Subrogation specialists are responsible for opening, validating, and closing a variety of claims and associated responsibilities, including independently judging the viability and projected yield of claims. They must also prepare relevant case files, legal documents, and correspondence and continue the investigation and adjustment of claims.
Types of claims can vary from consumer, carrier, and property to auto and medical. Independence and time-management skills are necessary in this position, and negotiating skills are also beneficial to clearly communicate with clients, associates, and adjusters. Many subrogation specialists work with subrogation counsel and review litigation materials, and they also work with district and state attorneys' offices, probation officers, and circuit clerks to reclaim funds. They must be familiar with all state and federal liability statutes and have experience working with witnesses and related parties to obtain statements. Courtesy and tactfulness through clear articulation are highly beneficial, and many subrogation specialists have experience charting records and a diary system for each claim.

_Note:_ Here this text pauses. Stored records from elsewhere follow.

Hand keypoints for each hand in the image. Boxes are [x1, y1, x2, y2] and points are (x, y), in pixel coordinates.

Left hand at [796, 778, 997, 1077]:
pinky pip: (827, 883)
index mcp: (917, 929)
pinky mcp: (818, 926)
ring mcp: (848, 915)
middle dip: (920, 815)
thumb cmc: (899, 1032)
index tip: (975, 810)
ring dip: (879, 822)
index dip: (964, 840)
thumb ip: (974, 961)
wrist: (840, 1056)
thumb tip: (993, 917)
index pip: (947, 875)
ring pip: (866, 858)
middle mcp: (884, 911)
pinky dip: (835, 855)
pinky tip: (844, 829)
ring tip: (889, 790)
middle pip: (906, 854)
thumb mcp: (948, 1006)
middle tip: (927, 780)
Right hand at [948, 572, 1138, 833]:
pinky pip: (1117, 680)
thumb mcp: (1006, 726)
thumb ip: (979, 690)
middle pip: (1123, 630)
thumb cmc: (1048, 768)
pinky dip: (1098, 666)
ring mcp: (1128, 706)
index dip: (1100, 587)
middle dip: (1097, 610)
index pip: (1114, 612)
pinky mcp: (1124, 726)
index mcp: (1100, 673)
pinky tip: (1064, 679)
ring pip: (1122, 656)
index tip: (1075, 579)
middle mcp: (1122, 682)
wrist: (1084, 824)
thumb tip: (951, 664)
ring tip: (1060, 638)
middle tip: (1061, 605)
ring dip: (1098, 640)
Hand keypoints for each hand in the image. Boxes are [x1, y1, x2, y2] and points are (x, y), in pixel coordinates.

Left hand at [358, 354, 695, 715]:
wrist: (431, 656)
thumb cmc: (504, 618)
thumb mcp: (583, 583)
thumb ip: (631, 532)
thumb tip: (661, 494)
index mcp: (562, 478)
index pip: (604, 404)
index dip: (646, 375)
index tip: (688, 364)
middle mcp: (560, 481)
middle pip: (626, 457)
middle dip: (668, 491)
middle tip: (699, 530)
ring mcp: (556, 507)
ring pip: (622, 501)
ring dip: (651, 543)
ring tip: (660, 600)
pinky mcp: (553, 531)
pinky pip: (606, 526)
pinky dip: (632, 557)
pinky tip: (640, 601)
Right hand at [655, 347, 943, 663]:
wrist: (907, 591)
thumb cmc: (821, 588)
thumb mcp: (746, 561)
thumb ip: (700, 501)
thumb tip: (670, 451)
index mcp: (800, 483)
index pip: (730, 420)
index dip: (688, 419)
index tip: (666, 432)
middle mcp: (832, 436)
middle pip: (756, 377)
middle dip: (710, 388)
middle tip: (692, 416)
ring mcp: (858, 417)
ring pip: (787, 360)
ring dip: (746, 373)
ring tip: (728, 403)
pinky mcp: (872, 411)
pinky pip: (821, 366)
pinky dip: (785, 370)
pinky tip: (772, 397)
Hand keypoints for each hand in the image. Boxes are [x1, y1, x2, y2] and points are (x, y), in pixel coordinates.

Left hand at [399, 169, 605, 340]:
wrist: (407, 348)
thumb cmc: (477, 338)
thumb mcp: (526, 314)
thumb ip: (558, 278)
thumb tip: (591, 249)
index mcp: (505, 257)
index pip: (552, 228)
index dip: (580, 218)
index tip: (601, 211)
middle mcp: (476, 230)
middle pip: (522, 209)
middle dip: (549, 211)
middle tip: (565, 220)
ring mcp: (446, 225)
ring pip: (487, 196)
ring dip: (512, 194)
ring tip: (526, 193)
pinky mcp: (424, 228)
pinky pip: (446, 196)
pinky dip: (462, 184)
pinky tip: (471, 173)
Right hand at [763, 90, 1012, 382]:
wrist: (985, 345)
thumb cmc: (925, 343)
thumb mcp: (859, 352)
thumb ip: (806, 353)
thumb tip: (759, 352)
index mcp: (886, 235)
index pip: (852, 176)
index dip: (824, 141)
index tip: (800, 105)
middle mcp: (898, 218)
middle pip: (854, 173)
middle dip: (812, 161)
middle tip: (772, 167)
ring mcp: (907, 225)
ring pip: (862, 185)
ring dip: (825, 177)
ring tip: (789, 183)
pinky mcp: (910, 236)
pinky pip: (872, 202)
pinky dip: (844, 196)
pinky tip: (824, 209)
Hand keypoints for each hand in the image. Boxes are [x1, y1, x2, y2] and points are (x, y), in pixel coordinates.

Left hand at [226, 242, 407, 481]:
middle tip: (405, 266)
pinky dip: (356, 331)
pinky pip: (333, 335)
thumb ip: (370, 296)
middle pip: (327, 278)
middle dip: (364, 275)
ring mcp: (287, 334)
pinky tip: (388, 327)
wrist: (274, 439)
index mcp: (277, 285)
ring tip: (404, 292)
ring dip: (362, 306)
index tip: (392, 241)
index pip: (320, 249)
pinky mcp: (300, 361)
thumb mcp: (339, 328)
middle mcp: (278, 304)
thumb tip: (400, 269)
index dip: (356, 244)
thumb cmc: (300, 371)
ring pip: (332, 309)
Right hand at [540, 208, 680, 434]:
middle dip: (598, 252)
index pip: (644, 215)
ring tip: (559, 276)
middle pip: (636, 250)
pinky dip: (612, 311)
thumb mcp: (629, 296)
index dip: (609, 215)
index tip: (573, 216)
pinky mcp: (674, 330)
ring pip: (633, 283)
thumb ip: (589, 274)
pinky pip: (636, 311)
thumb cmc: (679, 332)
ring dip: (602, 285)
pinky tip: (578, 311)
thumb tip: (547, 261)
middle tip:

Basic typing and computer skills are essential in this position, and there may occasionally be light lifting of no more than 15 pounds. A bachelor's degree is often required for this position, and subrogation specialists usually work full-time and report directly to a supervisor or manager. Ongoing training seminars may be recommended. State and claims certifications are required, and Xactimate certification is beneficial but not required.
Subrogation Specialist Tasks
Understand the subpoena and legal filing statutes as applies within your jurisdiction and be able to make said filings.
Contact and negotiate settlements with third party carriers and lawyers.
Examine insurance claims to identify potential third party liability.
Educate clients regarding their subrogation rights and solicit from then necessary filings for ongoing proceedings.